The wisdom of smarter crowds
Selective crowdsourcing has its time and place. When you're first starting out on a project, it may not be a great idea to limit your demographic. If you're too selective while gathering ideas, you may shut out opportunities that could come from casting a wider net. But once you're prioritizing ideas, it's time to start crossing off names.
The social network ResearchGate uses this more selective version of crowdsourcing. Instead of appealing to the Internet's masses, ResearchGate offers its services only to scientists. When one member of the network needs to workshop a paper or hire a researcher, he or she can crowdsource within the community, which ResearchGate co-founder and chief executive Ijad Madisch said improves efficiency immensely.
"When I was a research fellow at Harvard, I realized how inefficient the scientific process was at the time," Madisch told InnovationNewsDaily. "I knew there had to be a better way – a faster and more efficient way of conducting research."
He ran the idea by a few friends and eventually launched ResearchGate, which helps facilitate collaboration between scientists across the globe. According to Madisch, the site currently has over 900,000 members and facilitates research among 192 countries.
This brand of selective crowdsourcing fosters international cooperation and allows ResearchGate members to eliminate repetitive research and speed up scientific discovery, Madisch explained. Scientists and researchers can work together on new projects, confirm results and announce their progress in just a fraction of the time it once took.

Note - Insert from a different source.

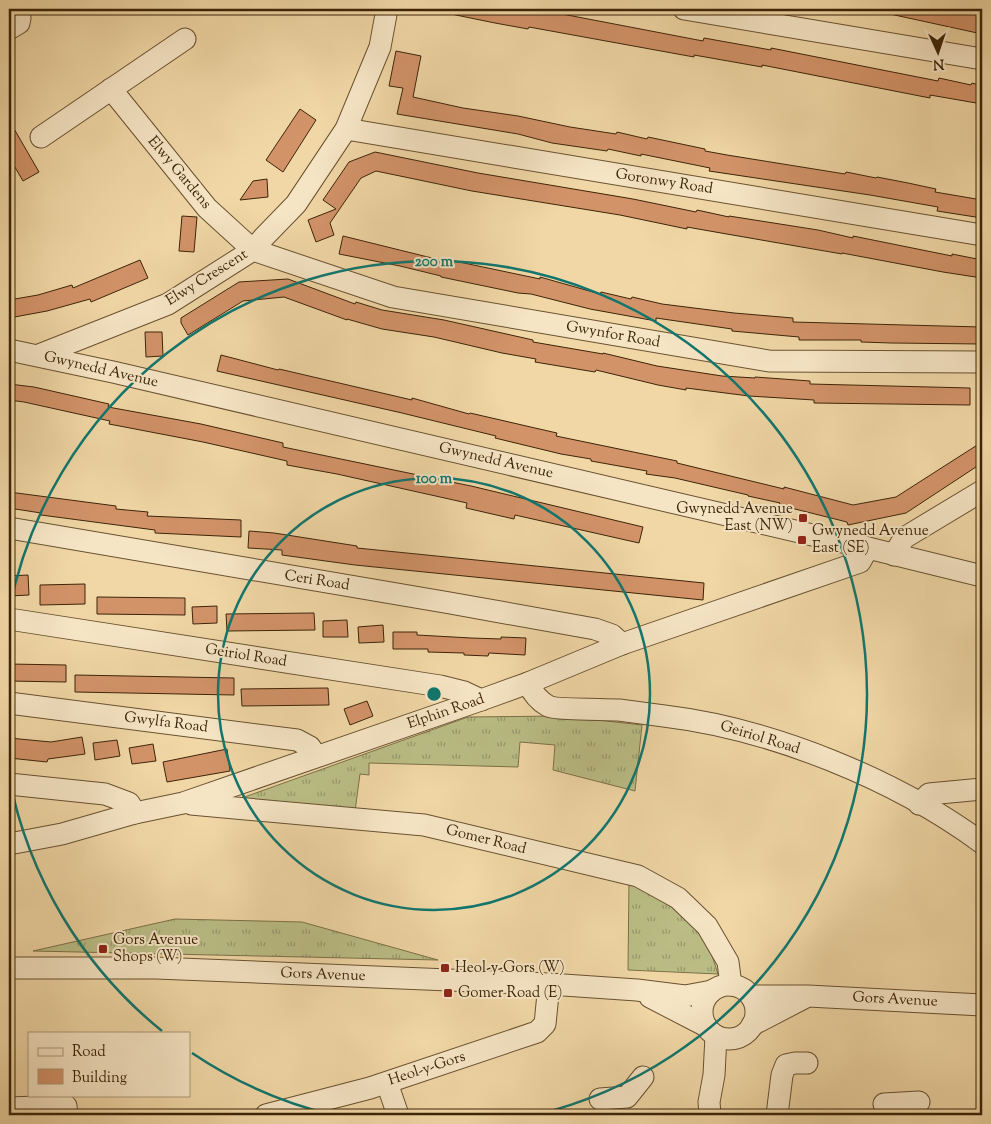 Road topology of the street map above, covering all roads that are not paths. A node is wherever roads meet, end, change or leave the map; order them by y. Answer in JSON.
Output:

"Having the ability to openly collaborate and find out what scientists around the world are working on significantly reduces the chances of scientists starting long experiments that others are about to complete," Madisch said.

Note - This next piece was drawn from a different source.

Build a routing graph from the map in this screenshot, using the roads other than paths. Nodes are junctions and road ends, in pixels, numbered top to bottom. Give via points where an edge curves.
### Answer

The business of smart groups
Selective crowdsourcing is hardly exclusive to the scientific community. Any business can tailor crowdsourcing to certain demographics. Accept Corporation, a company that specializes in innovation management, helps other companies learn to do just that.
"Crowdsourcing in a business context only works when you know your audience," said Brian Glover, senior product manager at Accept Corporation. "Even companies with widespread mass appeal, such as Apple, will tell you about their market in terms of demographics or psychographics."
Crowdsourcing, popularized as a concept almost five years ago, is evolving rapidly. A research group called Cybernorms, for example, has partnered with the website The Pirate Bay – a crowdsourced tool for illegal file-sharing – in order to study the behavior and social norms of people who download media illegally.
Leading scientists seem to believe selective crowdsourcing is the best way to facilitate new ideas in today's Web-driven world.
"Collaboration and community crowdsourcing are the keys to exponential advancement," Madisch said.